»»

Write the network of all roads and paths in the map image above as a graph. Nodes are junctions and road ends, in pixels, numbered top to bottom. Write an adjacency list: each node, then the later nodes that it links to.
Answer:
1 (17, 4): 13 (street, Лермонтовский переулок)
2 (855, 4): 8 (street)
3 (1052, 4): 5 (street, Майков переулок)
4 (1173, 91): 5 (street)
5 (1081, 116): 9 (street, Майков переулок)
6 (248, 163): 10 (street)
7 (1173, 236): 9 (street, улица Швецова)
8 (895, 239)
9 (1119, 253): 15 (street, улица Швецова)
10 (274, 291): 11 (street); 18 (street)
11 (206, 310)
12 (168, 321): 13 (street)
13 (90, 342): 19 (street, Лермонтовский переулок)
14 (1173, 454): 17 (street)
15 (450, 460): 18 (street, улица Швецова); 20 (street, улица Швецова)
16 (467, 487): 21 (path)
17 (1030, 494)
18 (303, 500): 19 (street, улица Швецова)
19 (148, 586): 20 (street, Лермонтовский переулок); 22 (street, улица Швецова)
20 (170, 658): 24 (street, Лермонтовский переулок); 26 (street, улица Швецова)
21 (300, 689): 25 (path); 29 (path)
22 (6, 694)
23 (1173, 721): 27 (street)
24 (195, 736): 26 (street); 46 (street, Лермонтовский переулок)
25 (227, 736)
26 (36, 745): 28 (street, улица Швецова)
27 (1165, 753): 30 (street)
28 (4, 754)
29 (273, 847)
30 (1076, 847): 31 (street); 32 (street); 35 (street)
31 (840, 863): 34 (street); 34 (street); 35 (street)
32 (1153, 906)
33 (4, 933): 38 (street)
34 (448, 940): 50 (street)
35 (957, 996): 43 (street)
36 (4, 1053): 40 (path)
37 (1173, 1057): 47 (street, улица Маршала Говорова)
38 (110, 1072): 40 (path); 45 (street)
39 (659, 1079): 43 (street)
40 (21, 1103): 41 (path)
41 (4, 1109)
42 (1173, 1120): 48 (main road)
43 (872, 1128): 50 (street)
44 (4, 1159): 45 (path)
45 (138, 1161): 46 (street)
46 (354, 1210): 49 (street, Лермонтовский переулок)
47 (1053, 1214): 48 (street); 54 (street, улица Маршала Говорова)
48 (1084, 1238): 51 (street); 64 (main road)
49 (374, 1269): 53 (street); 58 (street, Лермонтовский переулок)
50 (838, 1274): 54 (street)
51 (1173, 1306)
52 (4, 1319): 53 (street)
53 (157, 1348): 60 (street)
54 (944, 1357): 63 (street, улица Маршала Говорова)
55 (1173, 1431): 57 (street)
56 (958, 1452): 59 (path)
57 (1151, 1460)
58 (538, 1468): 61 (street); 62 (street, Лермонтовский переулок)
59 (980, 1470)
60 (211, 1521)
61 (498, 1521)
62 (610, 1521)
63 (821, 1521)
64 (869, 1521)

««

• [Work instructions]:
Among the entries, how many lines include the word "улица"? Give only the number.

• [Solution to this task]:
10